(Data provided begins)
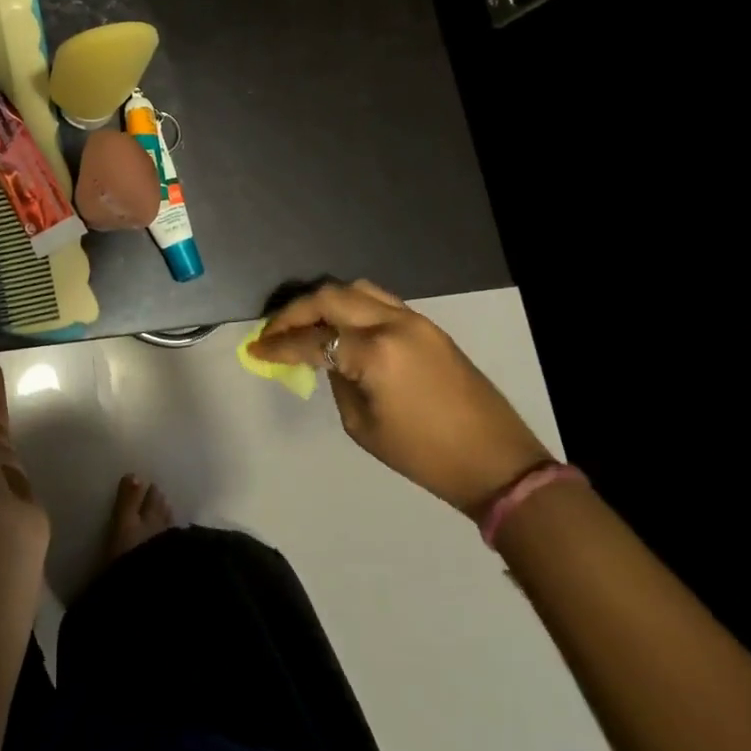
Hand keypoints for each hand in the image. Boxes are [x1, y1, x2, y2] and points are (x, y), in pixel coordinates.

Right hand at [249, 280, 550, 514]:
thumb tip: (327, 358)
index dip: (279, 344)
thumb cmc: (424, 456)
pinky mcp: (429, 326)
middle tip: (273, 330)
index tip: (254, 349)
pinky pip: (379, 301)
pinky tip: (339, 325)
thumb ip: (338, 381)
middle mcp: (393, 324)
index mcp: (375, 354)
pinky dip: (351, 306)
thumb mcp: (363, 426)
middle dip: (294, 312)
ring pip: (356, 289)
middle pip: (330, 297)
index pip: (313, 339)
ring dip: (324, 301)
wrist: (496, 461)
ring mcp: (415, 320)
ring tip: (304, 322)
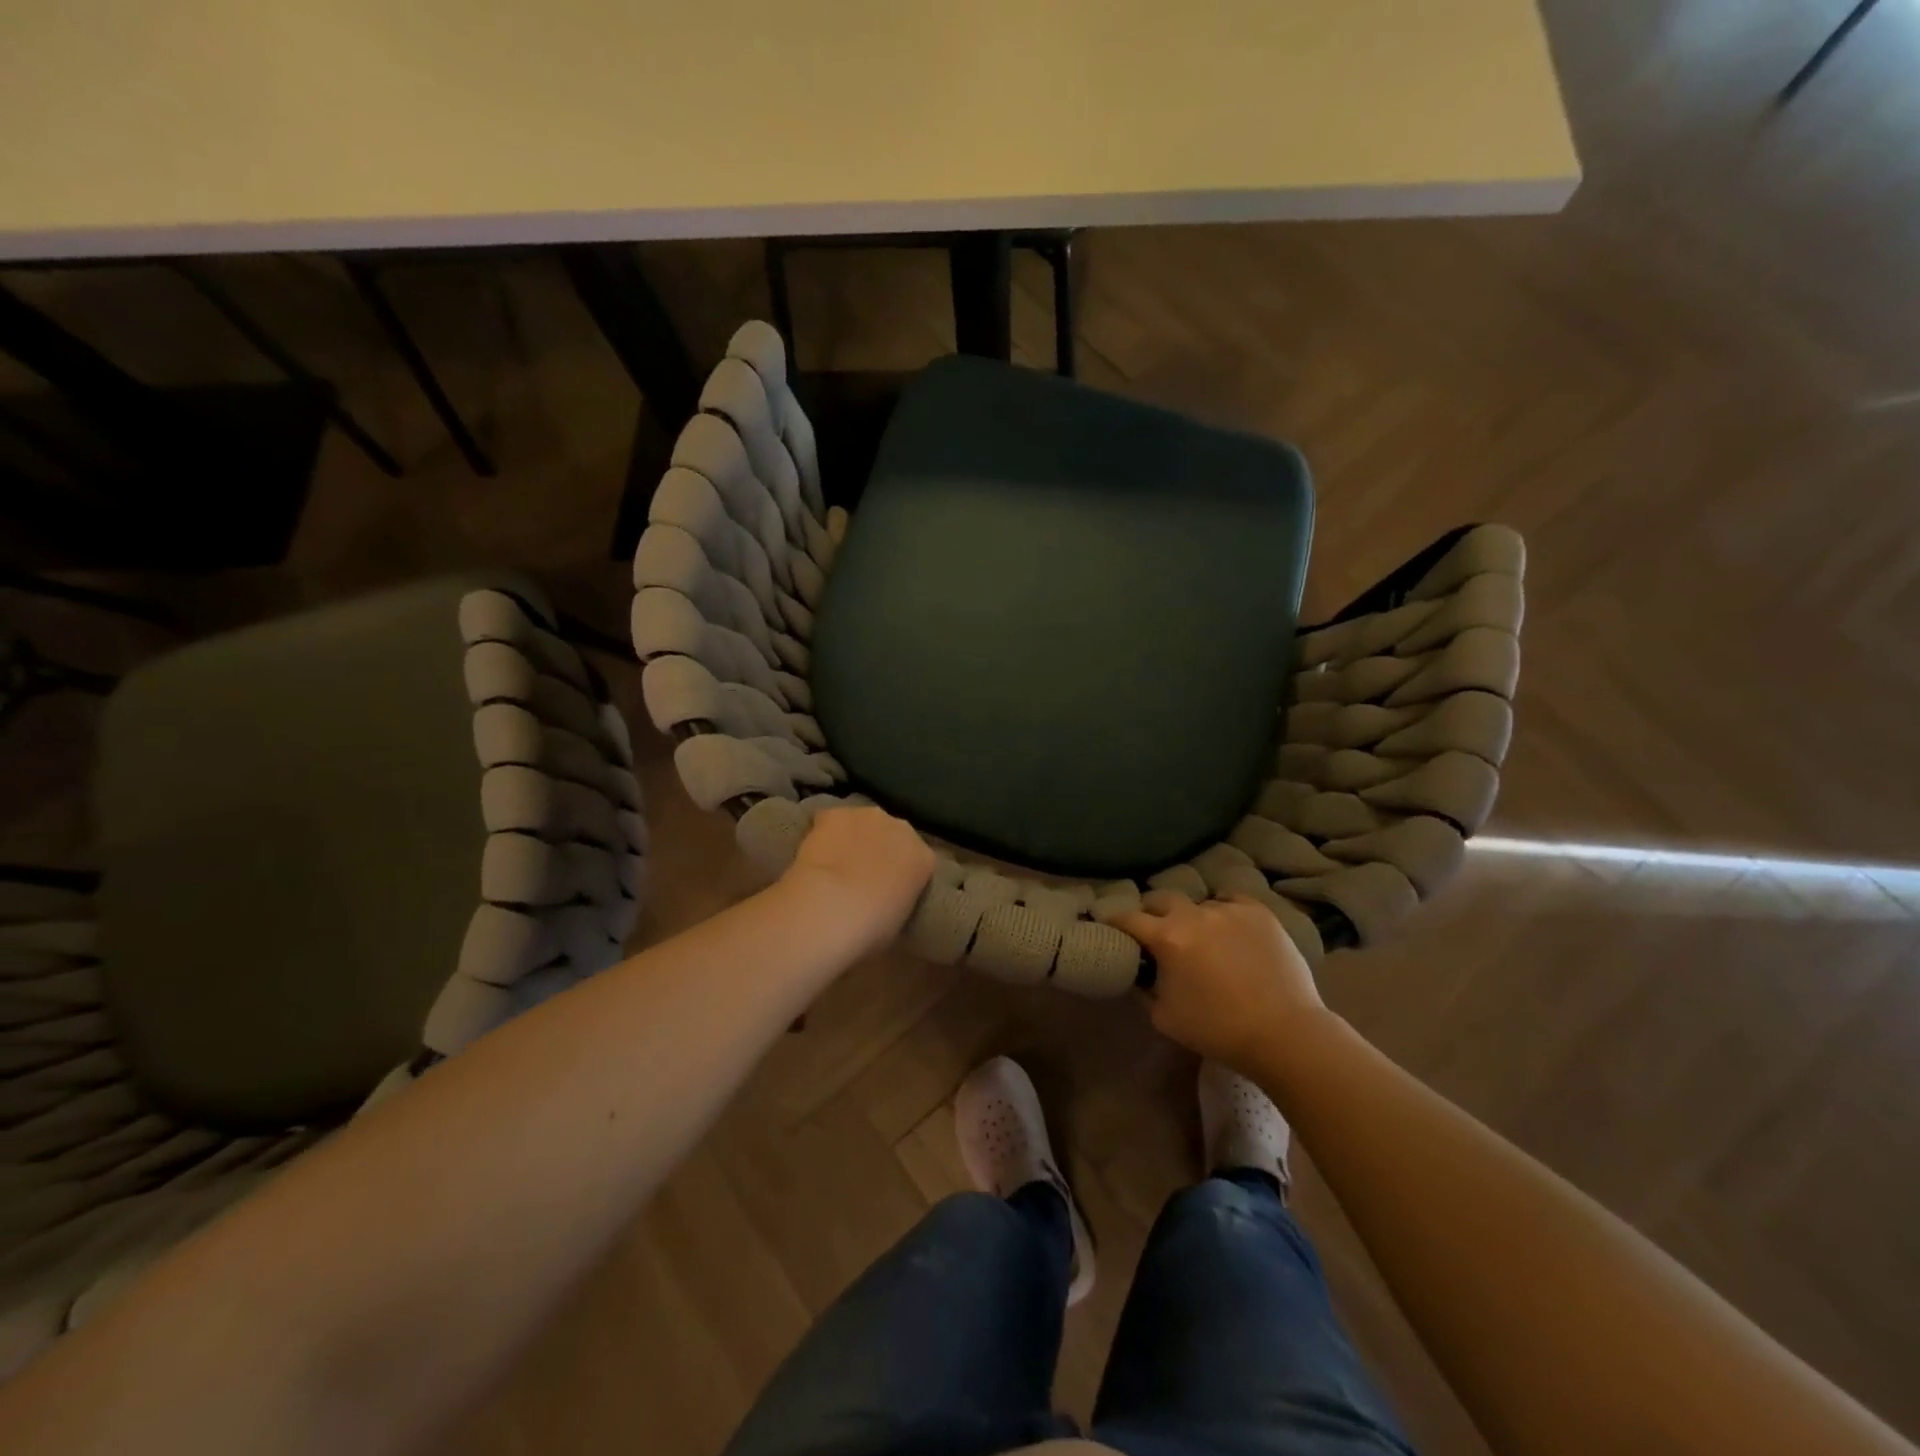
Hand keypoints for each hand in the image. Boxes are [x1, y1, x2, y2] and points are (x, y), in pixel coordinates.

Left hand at [780, 805, 936, 948]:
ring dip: (853, 838)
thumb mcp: (897, 921)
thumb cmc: (871, 929)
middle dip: (880, 850)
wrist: (832, 908)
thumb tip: (884, 900)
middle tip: (861, 876)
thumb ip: (898, 900)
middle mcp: (903, 829)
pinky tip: (813, 854)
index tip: (887, 890)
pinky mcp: (835, 814)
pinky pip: (831, 820)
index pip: (918, 861)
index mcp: (924, 859)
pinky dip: (824, 833)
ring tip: (834, 865)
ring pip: (862, 824)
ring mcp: (869, 816)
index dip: (901, 873)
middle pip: (893, 835)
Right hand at [1111, 894, 1327, 1070]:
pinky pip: (1231, 901)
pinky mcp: (1259, 913)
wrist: (1285, 1034)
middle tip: (1155, 930)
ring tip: (1201, 936)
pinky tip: (1229, 928)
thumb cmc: (1218, 1030)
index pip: (1128, 918)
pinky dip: (1223, 911)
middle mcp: (1194, 915)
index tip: (1108, 922)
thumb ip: (1145, 987)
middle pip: (1161, 899)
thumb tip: (1141, 971)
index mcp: (1167, 938)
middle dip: (1152, 912)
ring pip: (1199, 904)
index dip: (1114, 920)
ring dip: (1192, 917)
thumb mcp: (1165, 1017)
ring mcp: (1229, 909)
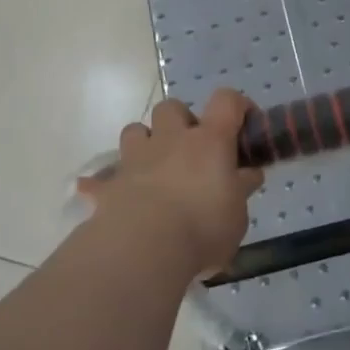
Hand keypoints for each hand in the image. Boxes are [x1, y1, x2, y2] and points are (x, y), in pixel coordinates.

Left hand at [76, 91, 261, 278]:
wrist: (144, 248)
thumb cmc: (203, 228)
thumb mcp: (237, 214)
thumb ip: (240, 189)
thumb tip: (248, 174)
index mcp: (209, 141)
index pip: (226, 101)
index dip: (237, 105)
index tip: (244, 123)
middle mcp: (171, 139)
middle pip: (172, 107)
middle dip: (181, 121)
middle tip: (193, 150)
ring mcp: (136, 158)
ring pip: (135, 130)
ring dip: (146, 143)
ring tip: (156, 168)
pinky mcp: (110, 184)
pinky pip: (100, 179)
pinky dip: (105, 184)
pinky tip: (110, 196)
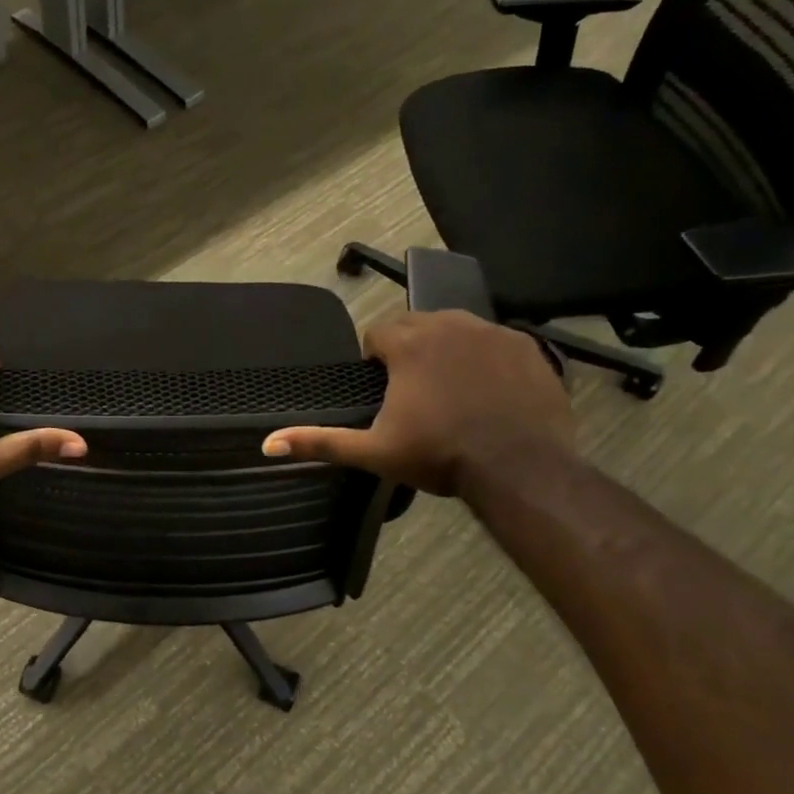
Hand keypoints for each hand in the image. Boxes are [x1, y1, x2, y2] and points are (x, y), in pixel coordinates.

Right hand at [262, 311, 573, 495]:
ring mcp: (492, 332)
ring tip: (449, 389)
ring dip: (445, 349)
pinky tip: (487, 390)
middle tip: (413, 392)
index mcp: (408, 344)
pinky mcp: (526, 346)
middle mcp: (449, 324)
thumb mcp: (374, 452)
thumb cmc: (440, 455)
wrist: (520, 468)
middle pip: (415, 325)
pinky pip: (494, 341)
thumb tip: (268, 443)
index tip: (382, 390)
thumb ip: (320, 442)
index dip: (374, 361)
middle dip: (408, 350)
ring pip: (455, 328)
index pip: (376, 334)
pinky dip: (484, 358)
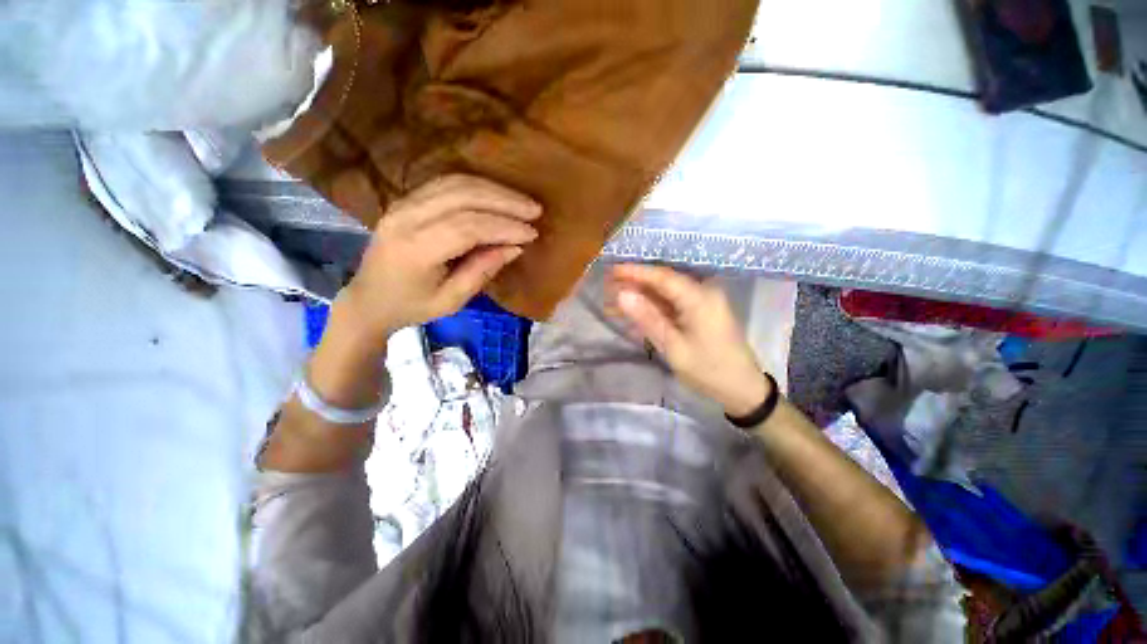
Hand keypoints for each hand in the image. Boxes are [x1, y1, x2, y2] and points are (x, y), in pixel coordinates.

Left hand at [338, 175, 540, 349]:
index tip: (531, 233)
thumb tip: (515, 247)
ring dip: (494, 190)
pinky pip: (446, 183)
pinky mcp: (406, 199)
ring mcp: (403, 203)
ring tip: (522, 201)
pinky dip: (477, 186)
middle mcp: (406, 218)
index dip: (504, 227)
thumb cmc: (412, 307)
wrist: (368, 299)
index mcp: (416, 249)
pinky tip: (497, 195)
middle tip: (534, 210)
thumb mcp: (451, 301)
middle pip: (463, 197)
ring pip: (455, 183)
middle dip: (504, 202)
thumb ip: (482, 271)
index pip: (468, 227)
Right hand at [607, 264, 772, 416]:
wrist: (742, 388)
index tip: (612, 269)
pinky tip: (636, 309)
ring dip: (643, 294)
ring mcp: (705, 300)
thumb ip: (647, 318)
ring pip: (667, 291)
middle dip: (636, 281)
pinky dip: (654, 305)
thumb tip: (622, 294)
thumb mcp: (673, 347)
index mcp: (700, 298)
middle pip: (665, 280)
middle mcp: (704, 292)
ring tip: (616, 297)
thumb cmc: (708, 370)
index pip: (663, 276)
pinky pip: (674, 302)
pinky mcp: (702, 310)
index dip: (636, 272)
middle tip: (609, 284)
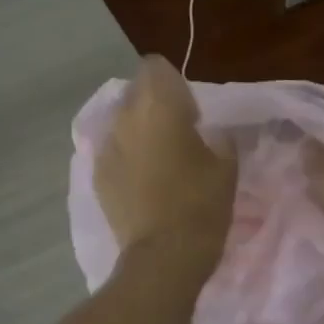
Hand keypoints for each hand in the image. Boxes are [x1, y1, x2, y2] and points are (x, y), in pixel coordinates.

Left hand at [95, 57, 235, 283]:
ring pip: (121, 122)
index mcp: (159, 106)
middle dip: (153, 104)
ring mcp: (106, 146)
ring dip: (137, 131)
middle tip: (176, 133)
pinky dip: (125, 157)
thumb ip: (217, 136)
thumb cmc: (201, 205)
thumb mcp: (226, 165)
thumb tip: (210, 131)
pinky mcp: (97, 174)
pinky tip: (142, 182)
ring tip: (158, 160)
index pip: (154, 67)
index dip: (172, 83)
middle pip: (135, 92)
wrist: (163, 256)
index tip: (189, 110)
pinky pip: (112, 151)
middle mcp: (126, 117)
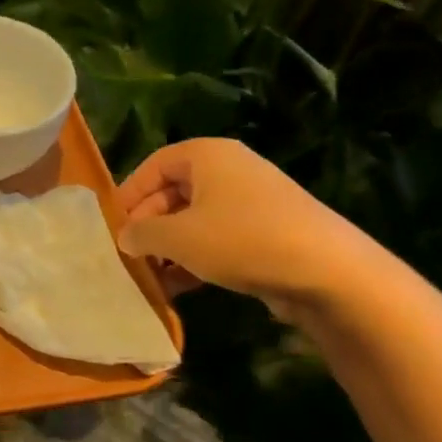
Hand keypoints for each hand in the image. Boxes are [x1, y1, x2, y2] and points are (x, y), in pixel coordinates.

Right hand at [116, 139, 382, 314]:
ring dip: (170, 247)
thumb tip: (126, 237)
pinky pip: (219, 238)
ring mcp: (252, 201)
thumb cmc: (241, 240)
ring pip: (195, 219)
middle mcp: (230, 169)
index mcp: (207, 155)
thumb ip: (141, 233)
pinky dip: (197, 257)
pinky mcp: (269, 231)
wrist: (329, 272)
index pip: (152, 166)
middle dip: (149, 225)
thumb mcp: (177, 237)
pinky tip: (181, 286)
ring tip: (152, 276)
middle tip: (130, 255)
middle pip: (173, 192)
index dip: (128, 195)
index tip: (112, 226)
(Data provided ends)
Problem statement → Provide the count, and nothing else, of lines in the data above where the word "Left" occurs.

Your solution → 4